- TASK DIRECTIONS -
Required from the data below: the exact lines starting at the line containing "wrist: (291, 288)" and ending at the line containing "index dip: (900, 1039)", with both ends kept and all pictures dropped.

- SOURCE DATA -
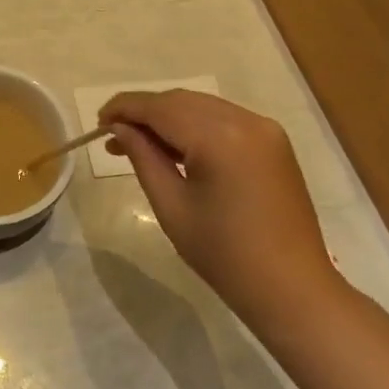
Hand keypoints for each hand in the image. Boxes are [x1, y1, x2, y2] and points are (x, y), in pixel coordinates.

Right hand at [99, 90, 341, 324]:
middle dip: (144, 112)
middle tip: (112, 137)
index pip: (160, 107)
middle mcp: (246, 121)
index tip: (97, 123)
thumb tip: (119, 128)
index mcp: (220, 137)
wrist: (291, 288)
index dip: (124, 108)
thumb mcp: (171, 206)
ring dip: (168, 118)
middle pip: (181, 100)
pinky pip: (224, 120)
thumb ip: (143, 157)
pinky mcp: (273, 142)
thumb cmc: (224, 254)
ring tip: (138, 144)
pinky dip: (195, 126)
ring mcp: (265, 129)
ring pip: (202, 107)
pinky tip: (176, 148)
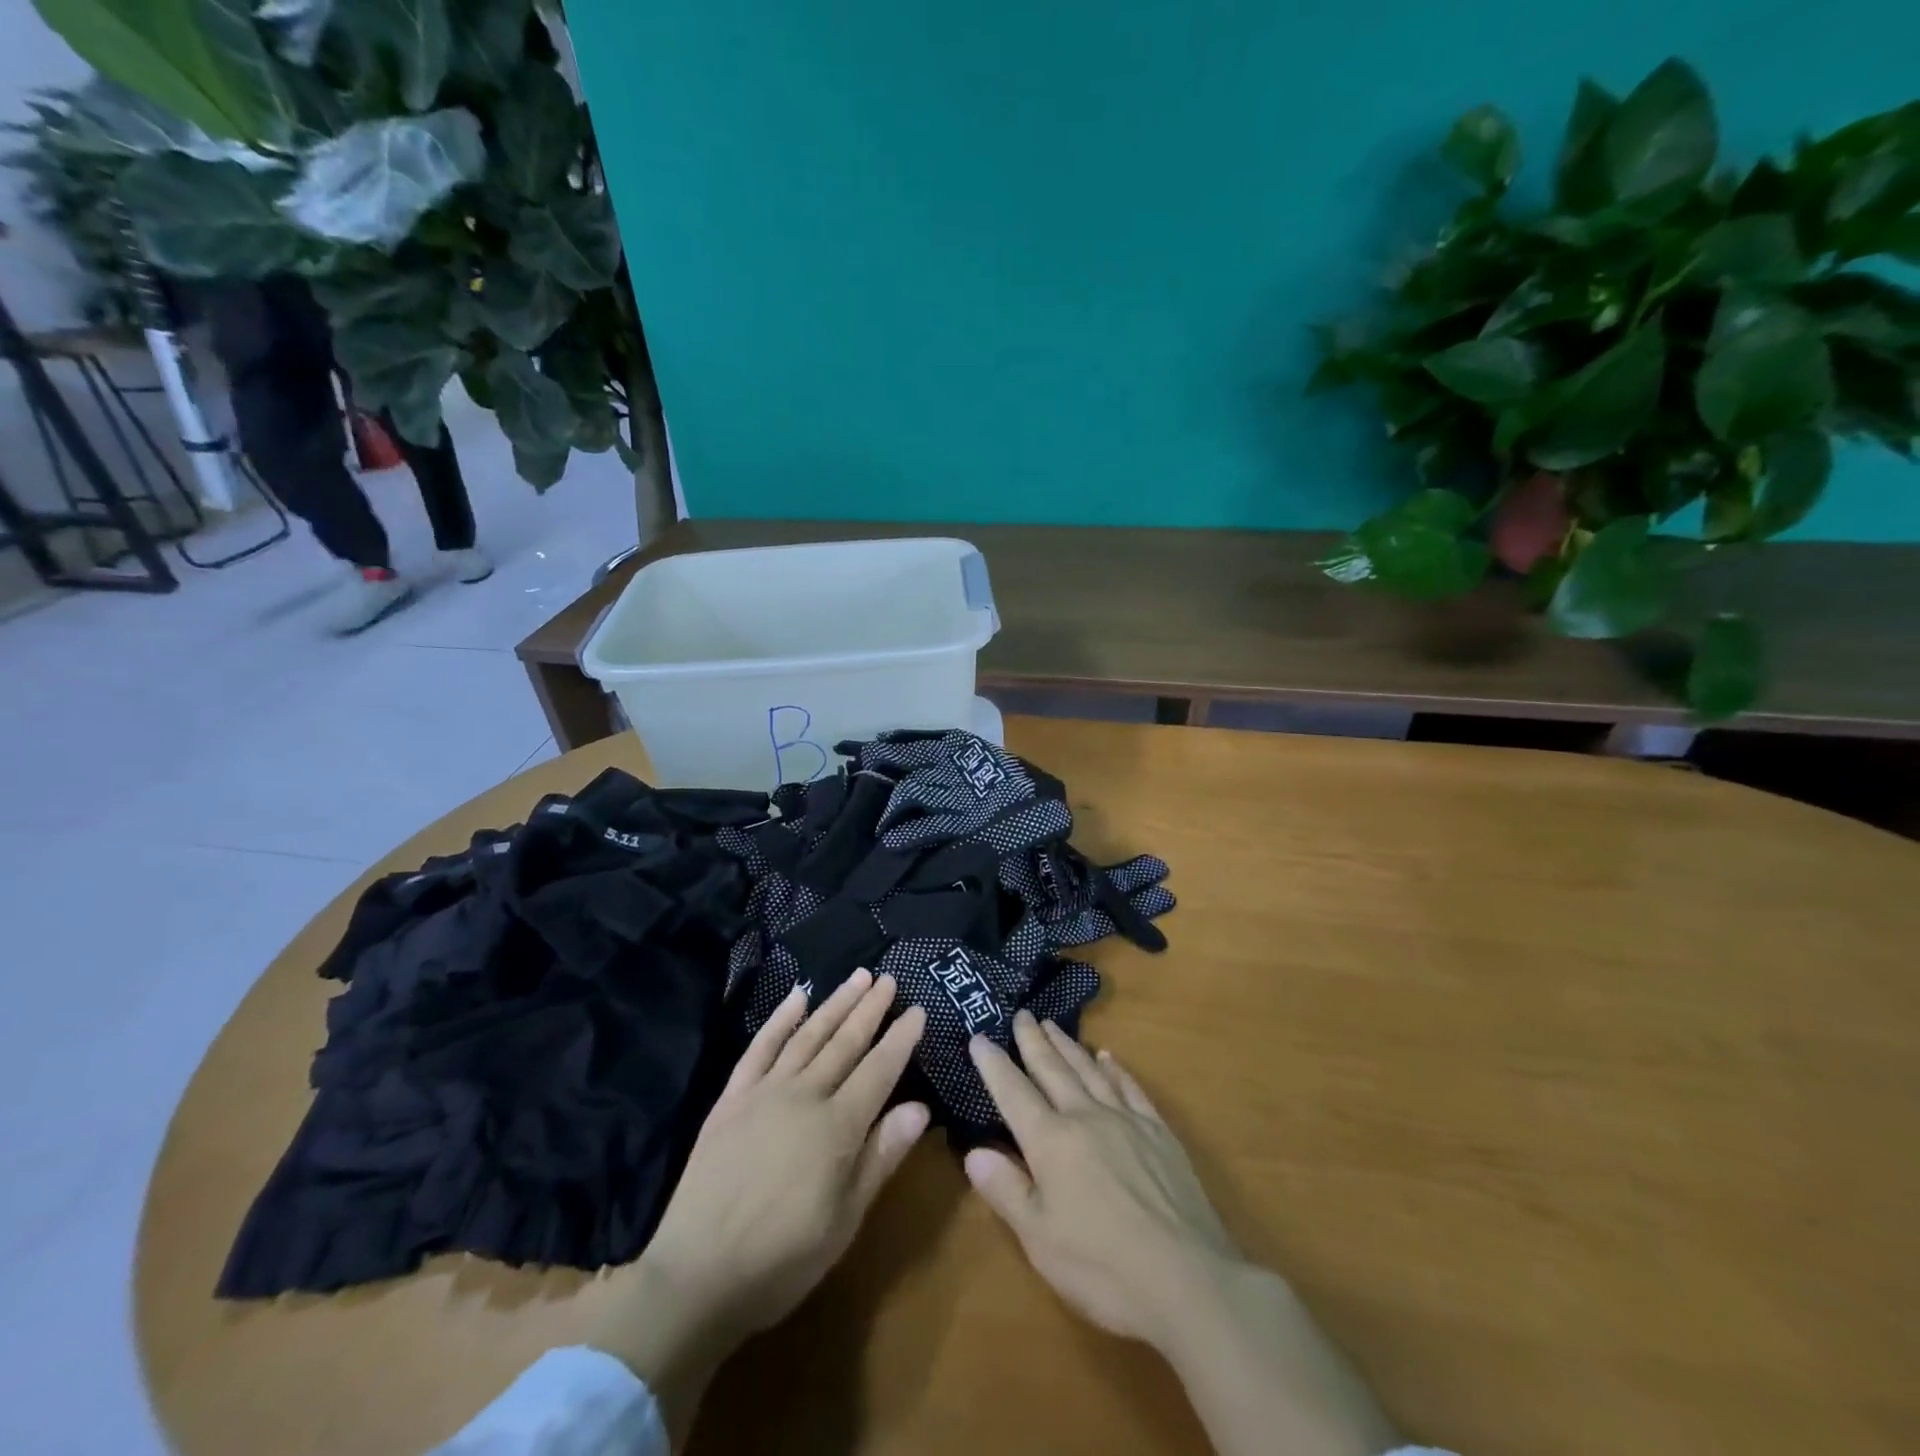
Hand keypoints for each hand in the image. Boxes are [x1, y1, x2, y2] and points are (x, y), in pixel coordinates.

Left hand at [588, 971, 927, 1434]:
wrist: (695, 1276)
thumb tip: (921, 1108)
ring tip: (857, 977)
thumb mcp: (845, 1221)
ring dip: (834, 1003)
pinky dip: (780, 1019)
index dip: (900, 1039)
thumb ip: (881, 1157)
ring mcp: (764, 1092)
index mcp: (837, 1127)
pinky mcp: (732, 1098)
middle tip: (888, 979)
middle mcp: (804, 1096)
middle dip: (870, 1009)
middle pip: (844, 1042)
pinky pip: (759, 1048)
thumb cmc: (781, 1258)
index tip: (918, 1009)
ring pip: (807, 1035)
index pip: (879, 1070)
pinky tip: (797, 996)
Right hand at [966, 1012, 1400, 1455]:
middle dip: (1033, 1041)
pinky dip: (1115, 1068)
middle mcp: (1085, 1117)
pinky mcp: (1159, 1133)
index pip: (1014, 1093)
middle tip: (1021, 1014)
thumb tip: (973, 1151)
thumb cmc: (1104, 1267)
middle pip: (1053, 1069)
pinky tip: (1107, 1057)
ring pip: (1089, 1070)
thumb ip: (1006, 1190)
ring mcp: (1126, 1120)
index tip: (979, 1036)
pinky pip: (1131, 1088)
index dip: (994, 1064)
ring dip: (1068, 1045)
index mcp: (1051, 1142)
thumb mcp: (1040, 1240)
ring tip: (1052, 1025)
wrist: (1189, 1280)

- TASK RESPONSE -
wrist: (291, 288)
index dip: (124, 108)
thumb mcp: (171, 206)
ring dip: (168, 118)
middle pip: (181, 100)
pinky pip: (224, 120)
thumb ip: (143, 157)
pinky mcp: (273, 142)
thumb cmc: (224, 254)
ring tip: (138, 144)
pinky dip: (195, 126)
ring mcp: (265, 129)
ring pip: (202, 107)
pinky tip: (176, 148)
Hand keypoints for each hand in the image. Boxes are [x1, y1, x2, y2] and points are (x, y), in pixel coordinates.

Left hand at [588, 971, 927, 1434]:
wrist: (695, 1276)
thumb tip: (921, 1108)
ring tip: (857, 977)
thumb mcp: (845, 1221)
ring dip: (834, 1003)
pinky dip: (780, 1019)
index dip: (900, 1039)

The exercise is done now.